Typical street scene in Santa Ana, El Salvador. (Photo: iStock)

Typical street scene in Santa Ana, El Salvador. (Photo: iStock)

IMF Survey: Worst Outcome Was Avoided in Emerging Europe, New IMF Study Finds

October 20, 2010

  • Credit, demand booms driven by capital inflows proved unsustainable
  • Emerging Europe avoided currency crises, financial sector meltdowns
  • Fiscal policy, prudential measures key to avoiding future boom-bust cycles

Even though emerging Europe was hit exceptionally hard by the global financial crisis, a complete meltdown was avoided thanks to swift action by policymakers, underpinned where necessary by international financing, according to the IMF’s new Regional Economic Outlook report.

Worst Outcome Was Avoided in Emerging Europe, New IMF Study Finds

Shopping precinct in Szentendre, Hungary: credit boom drove emerging Europe’s growth as global capital poured in (photo David Ryan/Newscom)

REGIONAL ECONOMIC OUTLOOK

Two years after the collapse of Lehman Brothers, the report takes stock of emerging Europe’s experience before, during, and after the global financial crisis. It concludes that credit booms can be very costly: they bring high output volatility that often result in deep recessions, and do not seem to be associated with higher average growth.

Boom driven by large capital inflows

During 1995–2008, emerging Europe enjoyed exceptionally high growth. It was initially driven by the external sector, but from 2003 onwards, a domestic demand and credit boom increasingly took over as capital poured into the increasingly financially integrated region from highly liquid global markets. A large part of these inflows was intermediated by the local affiliates of western banks, which had come to dominate most local banking systems.

The boom years left much of the region addicted to a continuation of foreign-financed credit growth. Large current account deficits, high external debt, and homegrown asset price bubbles all indicated a high level of vulnerability. In Russia and Ukraine, the economies relied on energy and steel exports continuing to fetch favorable prices on global commodity markets.

It is therefore not surprising that emerging Europe was particularly hard hit by the financial turmoil that followed the collapse of Lehman Brothers in September 2008. Although western banks stood by their local affiliates and broadly maintained exposure, the sudden lack of new inflows, together with the freezing-up of the wholesale funding and syndicated loan markets, was a major disruption. The subsequent collapse of global trade and commodity prices compounded the problems.

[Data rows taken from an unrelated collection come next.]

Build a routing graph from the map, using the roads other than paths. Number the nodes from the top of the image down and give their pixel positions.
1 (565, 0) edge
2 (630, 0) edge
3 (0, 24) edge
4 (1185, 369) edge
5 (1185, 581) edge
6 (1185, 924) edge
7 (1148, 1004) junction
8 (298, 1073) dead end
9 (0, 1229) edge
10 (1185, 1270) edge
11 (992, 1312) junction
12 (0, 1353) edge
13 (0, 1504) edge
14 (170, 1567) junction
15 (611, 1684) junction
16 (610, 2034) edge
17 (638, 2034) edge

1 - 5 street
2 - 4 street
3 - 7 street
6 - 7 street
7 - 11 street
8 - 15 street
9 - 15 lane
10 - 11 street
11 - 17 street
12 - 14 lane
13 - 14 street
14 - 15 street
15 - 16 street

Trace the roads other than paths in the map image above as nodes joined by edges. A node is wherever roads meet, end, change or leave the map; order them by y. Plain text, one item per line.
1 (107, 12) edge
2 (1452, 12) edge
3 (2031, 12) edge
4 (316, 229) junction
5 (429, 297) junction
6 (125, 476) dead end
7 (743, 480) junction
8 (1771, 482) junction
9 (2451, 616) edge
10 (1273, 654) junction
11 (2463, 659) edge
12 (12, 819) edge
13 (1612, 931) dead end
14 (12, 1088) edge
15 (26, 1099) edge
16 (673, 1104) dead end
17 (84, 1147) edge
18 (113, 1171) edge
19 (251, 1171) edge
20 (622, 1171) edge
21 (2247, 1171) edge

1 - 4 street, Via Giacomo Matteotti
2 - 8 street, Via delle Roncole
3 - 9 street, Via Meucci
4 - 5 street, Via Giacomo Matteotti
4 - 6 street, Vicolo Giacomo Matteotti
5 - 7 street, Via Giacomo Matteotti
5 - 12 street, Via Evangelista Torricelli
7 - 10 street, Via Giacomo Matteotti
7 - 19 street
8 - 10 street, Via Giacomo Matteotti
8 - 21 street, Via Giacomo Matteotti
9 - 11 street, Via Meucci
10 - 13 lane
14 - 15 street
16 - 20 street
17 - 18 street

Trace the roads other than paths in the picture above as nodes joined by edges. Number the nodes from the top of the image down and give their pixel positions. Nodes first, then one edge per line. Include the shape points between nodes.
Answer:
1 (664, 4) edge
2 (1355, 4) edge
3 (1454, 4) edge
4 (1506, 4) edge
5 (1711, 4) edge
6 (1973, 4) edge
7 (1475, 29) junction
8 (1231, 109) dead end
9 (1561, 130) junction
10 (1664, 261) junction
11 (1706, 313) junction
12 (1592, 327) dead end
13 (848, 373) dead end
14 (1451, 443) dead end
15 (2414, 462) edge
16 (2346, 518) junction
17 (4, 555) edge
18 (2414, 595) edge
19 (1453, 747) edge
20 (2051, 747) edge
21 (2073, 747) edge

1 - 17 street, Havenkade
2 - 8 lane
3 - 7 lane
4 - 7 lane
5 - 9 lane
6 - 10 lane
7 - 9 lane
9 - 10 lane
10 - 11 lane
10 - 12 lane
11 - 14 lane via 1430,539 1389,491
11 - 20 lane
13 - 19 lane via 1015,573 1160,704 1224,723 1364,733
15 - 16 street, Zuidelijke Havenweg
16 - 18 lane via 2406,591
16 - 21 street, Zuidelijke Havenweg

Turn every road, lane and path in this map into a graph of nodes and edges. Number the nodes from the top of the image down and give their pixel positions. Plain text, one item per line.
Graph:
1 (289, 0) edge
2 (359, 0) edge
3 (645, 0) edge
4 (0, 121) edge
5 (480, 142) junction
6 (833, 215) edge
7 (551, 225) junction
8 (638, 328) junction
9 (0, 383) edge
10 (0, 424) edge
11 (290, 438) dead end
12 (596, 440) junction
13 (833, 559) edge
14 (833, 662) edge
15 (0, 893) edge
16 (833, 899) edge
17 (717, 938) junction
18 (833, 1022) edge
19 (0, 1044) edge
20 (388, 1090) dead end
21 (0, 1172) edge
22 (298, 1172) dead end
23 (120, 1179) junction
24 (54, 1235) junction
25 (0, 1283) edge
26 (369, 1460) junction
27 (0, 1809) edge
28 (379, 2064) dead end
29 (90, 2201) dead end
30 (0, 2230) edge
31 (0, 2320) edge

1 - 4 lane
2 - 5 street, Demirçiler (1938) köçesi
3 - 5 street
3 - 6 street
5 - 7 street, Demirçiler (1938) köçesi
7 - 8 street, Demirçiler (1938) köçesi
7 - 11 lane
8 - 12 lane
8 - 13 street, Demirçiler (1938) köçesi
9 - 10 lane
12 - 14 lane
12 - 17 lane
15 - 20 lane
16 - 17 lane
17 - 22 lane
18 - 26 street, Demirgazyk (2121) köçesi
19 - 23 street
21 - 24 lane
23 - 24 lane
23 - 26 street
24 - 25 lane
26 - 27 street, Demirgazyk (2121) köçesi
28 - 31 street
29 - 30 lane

Avoiding the worst outcome

Policymakers and international financial institutions responded swiftly to the crisis—defusing the risk of full-scale currency crises and financial sector meltdowns. Given the scale of the adverse shocks and the vulnerabilities built up in the boom years, there was no escaping a major setback. However, an even worse outcome was avoided.

Policymakers moved quickly to stabilize their banking systems. Monetary policy was adjusted to either guard against excessive currency depreciation or stimulate domestic demand, depending on country circumstances, and fiscal balances were allowed to deteriorate, with a partial offset from consolidation measures in countries facing fiscal constraints.

Large amounts of external financing were made available by the IMF, the European Union, and other international financial institutions. The Fund provided the overall framework with nine IMF-supported programs in the region. A new Flexible Credit Line arrangement was also extended to Poland (see Table). As a result, a much feared exchange-rate overshooting, which could have deepened the crisis through adverse balance sheet effects, was avoided.

Exchange rate pegs generally held—only Russia and Ukraine saw themselves compelled to allow more exchange rate flexibility, and Belarus devalued. Most countries also managed to steer clear of a banking crisis, except for Latvia and Ukraine.

The crisis experience differed greatly among the countries of the region. While all countries suffered, Poland for example managed to avoid a recession while the Baltic countries and Ukraine saw double digit contractions of economic activity. As the IMF study explains, the size of the pre-crisis credit boom explains these divergent outcomes better than any other variable.

Lessons learned

The study draws several lessons from the boom-bust. Credit booms can be very costly—they bring high output volatility with deep recessions, and seen over a longer time period do not seem to be associated with higher average growth.

Mitigating credit booms through prudential measures is challenging, particularly in countries where the banking system is dominated by affiliates of foreign banks, and requires home-host supervisory cooperation to be effective.

The study also notes that a more active fiscal policy would have helped lessen overheating prior to the global financial crisis. But most countries treated buoyant revenues during the boom years as permanent and stepped up spending correspondingly rather than building fiscal buffers. Tighter fiscal policy would have been particularly helpful in highly financially integrated countries with pegged exchange rate regimes, where credit growth was particularly high and difficult to control because of a limited set of monetary policy tools.

These lessons point to one overarching policy conclusion, the study says: it will be important in the next boom to be skeptical about “this time is different” stories and maintain a cautious macroeconomic policy stance.